By Elaine Brower, published on OpEdNews.com, 10/28/06
After almost a year of my
son serving in Fallujah, Iraq, the day came when he returned home. Or
should I say the night. The military, in all their glory, decided to
have a “Heroes Homecoming” at 1 AM or 1300 hours. The plane landed in
Philadelphia 12 hours after they left California. From there the
Marines were transported by a Yellow Bus for another 3 hours to
Picatinny Arsenal, New Jersey, in the dead of night.
About 200
family members with signs, flags, buttons, t-shirts and pictures,
eagerly awaited the return of their loved ones, in the cold and dark.

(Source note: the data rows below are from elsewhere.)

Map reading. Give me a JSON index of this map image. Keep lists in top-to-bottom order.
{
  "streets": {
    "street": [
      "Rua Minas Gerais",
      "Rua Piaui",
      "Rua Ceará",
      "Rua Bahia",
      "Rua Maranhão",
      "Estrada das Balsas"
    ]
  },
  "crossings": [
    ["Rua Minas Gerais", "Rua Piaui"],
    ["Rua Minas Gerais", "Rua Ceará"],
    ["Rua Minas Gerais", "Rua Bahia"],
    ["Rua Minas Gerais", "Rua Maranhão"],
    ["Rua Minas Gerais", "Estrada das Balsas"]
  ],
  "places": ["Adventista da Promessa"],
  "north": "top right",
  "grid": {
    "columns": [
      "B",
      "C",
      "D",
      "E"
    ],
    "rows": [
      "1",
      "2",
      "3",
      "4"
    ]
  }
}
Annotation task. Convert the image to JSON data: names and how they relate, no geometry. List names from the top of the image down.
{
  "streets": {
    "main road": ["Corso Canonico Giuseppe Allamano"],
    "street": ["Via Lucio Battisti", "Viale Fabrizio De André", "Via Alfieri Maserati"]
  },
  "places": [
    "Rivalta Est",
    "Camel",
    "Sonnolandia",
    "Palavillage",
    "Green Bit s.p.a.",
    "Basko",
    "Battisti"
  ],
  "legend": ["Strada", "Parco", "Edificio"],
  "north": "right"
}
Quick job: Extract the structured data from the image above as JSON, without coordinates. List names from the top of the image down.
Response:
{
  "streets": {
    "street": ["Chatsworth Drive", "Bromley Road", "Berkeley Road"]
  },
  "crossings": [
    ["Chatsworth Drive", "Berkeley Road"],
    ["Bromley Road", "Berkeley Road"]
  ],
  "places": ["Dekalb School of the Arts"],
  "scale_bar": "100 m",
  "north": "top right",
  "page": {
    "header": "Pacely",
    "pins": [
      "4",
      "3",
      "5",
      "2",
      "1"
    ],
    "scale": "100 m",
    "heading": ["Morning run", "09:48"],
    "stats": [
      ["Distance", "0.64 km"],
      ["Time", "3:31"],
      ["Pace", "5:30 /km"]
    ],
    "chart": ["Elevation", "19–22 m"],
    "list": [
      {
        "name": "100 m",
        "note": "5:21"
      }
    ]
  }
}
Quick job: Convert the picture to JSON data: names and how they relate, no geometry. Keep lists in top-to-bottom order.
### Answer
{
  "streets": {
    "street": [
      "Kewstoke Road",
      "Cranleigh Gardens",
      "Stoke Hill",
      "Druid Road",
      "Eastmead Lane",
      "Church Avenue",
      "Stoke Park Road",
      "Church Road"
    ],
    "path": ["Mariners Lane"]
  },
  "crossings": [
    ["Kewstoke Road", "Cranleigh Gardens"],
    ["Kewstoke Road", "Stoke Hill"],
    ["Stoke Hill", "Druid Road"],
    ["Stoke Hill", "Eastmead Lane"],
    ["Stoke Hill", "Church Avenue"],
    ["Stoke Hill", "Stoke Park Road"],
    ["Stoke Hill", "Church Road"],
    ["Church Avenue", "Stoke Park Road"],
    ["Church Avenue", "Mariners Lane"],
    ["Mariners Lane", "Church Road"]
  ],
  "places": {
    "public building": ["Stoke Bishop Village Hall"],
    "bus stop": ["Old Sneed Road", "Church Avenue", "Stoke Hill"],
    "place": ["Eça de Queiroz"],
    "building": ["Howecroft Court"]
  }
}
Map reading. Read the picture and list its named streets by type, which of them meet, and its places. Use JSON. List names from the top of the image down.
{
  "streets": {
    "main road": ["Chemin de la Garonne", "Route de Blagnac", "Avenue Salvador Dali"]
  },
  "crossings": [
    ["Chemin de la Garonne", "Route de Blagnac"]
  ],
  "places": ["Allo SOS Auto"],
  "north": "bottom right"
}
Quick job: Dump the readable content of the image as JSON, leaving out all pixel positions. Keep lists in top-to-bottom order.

Those of us who worked all day and had to go to work the next day,
tried to enjoy this Homecoming. We all shared stories, laughed, cried
and drank coffee. Of course none of us wanted to complain about the
fact that in the entire United States of America they could not
transport our loved ones home in the daylight. Those of us who planned
dinners, or had posted welcome home banners on the overpasses of our
small towns, did not express our dissatisfaction with this turn of
events. We just stood there waiting. Most of us waited for 4 hours,
during which time the very stern Marine Captain would announce their
anticipated arrival time. “Our Heroes are on their way!” “Our Heroes
will be here in 2 hours!” “Our Heroes will be here in 1 hour!” So we
waited.
It occurred to me that I had become a casualty and
prisoner of this war and occupation of Iraq. I was being held captive,
awaiting the return of my son. I was told for the last year how to
behave, how to conduct myself as a military mother, how to speak to my
son on the phone when he called, what his behavior would be like when
if and when he returned home, and now, where, when and how long to wait
for his return. My anger grew, even when I tried to “behave” properly
around these war-loving family members, and I just kept smiling at
them. I wanted him to come home in the daylight, when I could stay
awake and spend time just looking at his face, and listening to his
voice. So by 1 AM, my smile faded.
The last announcement came
“Our Heroes are at the front gate!” The bus finally pulled up in front
of the large Homecoming crowd and there they were. Battle-hardened,
straight as arrows, tight-lipped Marines stepping off the
transportation on their home soil where they would stay, for now. Not
only did my smile return, my heart and soul ached. It is a feeling that
I cannot put into words. The very next thing I knew I was running
toward the bus and I saw him. My son was carrying 4 bags, 2 large
backpacks and 2 duffels that each weighed more than me. I jumped into
his arms and smelled his neck. At that point, I didn’t realize what
time it was, what day it was, or the fact that I was freezing. I
couldn’t let go of him. Nothing else mattered now. He returned. I felt
very foolish and selfish to think about the time and weather. How dare
I when here I was holding my son in my arms and other mothers would not
be experiencing that feeling.
The floodgates opened and I just
cried. I cried for those who did not return and for the family’s grief;
I cried for those who are still there; I cried for those who will be
going to fight endlessly; I cried for all of us who stood in that
parking lot feeling guilty and happy at the same time.
I cried
for our Country and our children. Now I am crying out to all of you, do
not send my son back to Iraq! Do whatever you can to end the death and
destruction NOW! Not one more mother’s child, please.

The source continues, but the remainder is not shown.